Is ignoring a problem helpful?

    I am deeply concerned and uneasy about the environment and potential problems that my children and grandchildren will face. What is happening in Missouri reminds me of the frog in hot water story. The water temperature is slowly rising but the frog doesn’t leave because it doesn’t notice the slow but relentless increase in temperature that will bring about its death. Likewise our Missouri legislature doesn’t recognize or care that our environment is changing and not for the better.

    I will be voting Democratic this fall because the current federal administration has done more recently to deal with the changing environment. The Inflation Reduction Act has set aside funds to help slow and stop the climate change catastrophe we are marching toward. The state of Missouri has basically ignored all climate issues.
    I have talked with farmers, people involved in forest work, home gardeners, creek and river users, conservation agents, environmental scientists and others about the changes I am seeing in our climate.

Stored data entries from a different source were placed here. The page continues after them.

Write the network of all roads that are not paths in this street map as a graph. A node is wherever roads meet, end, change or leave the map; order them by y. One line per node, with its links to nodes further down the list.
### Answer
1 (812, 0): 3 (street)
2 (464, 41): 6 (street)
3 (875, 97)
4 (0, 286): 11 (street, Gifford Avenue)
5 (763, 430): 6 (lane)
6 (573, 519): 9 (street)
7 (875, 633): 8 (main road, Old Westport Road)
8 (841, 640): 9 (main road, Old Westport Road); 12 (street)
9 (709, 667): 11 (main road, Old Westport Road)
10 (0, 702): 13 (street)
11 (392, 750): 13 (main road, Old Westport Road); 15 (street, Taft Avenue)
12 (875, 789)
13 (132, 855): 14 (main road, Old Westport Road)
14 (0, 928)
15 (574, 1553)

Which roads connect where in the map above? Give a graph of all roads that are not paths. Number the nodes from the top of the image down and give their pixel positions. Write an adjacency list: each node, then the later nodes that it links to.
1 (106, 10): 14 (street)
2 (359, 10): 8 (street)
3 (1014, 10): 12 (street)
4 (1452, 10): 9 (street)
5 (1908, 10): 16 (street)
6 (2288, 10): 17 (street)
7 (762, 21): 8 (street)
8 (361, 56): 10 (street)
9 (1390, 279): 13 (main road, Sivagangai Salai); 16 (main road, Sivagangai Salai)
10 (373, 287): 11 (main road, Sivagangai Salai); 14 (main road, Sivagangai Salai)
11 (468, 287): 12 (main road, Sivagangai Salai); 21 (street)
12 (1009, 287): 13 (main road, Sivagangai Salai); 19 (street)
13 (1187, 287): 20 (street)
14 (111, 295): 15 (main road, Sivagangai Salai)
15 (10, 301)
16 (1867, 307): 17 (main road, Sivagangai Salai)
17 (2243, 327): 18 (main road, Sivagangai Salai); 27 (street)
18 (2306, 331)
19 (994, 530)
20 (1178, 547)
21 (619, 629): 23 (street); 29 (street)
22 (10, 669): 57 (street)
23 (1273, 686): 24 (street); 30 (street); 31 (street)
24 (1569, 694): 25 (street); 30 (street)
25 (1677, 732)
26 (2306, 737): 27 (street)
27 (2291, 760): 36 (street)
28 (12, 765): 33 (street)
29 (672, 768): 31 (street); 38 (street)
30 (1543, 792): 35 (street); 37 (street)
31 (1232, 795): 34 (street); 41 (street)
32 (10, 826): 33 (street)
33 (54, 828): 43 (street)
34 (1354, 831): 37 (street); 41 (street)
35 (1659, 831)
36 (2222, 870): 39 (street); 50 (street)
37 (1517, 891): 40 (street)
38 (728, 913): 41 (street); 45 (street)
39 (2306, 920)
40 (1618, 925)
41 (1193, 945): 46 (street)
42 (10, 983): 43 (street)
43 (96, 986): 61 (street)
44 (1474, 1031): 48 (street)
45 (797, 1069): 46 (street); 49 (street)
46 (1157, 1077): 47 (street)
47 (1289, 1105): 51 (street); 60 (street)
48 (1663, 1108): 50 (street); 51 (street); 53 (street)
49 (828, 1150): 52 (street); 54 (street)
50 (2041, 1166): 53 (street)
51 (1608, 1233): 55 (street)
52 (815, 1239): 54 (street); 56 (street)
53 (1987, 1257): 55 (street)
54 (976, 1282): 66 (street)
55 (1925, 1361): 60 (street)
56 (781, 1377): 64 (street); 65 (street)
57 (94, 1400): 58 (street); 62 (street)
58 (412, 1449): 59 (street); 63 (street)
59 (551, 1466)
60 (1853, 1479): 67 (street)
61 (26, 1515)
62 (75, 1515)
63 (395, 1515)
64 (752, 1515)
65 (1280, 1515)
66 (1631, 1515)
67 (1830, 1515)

All that I have spoken to agree that the climate is changing. It is different from what their fathers dealt with, and what they are dealing with today. Not everybody agrees with what is causing the change, but all agree that a change is here and seems to be increasing.
    Row crop farmers that I know complain about heavy spring rains. They can’t get into their fields early enough to plant, and then blistering late summer heat has lessened their per bushel expectations. Pasture farmers talk about having been able to hay two to three times a season. Today they’re looking at one to two times a season and the heat affects the hay growth and cuts back the amount that can be harvested in the second cutting.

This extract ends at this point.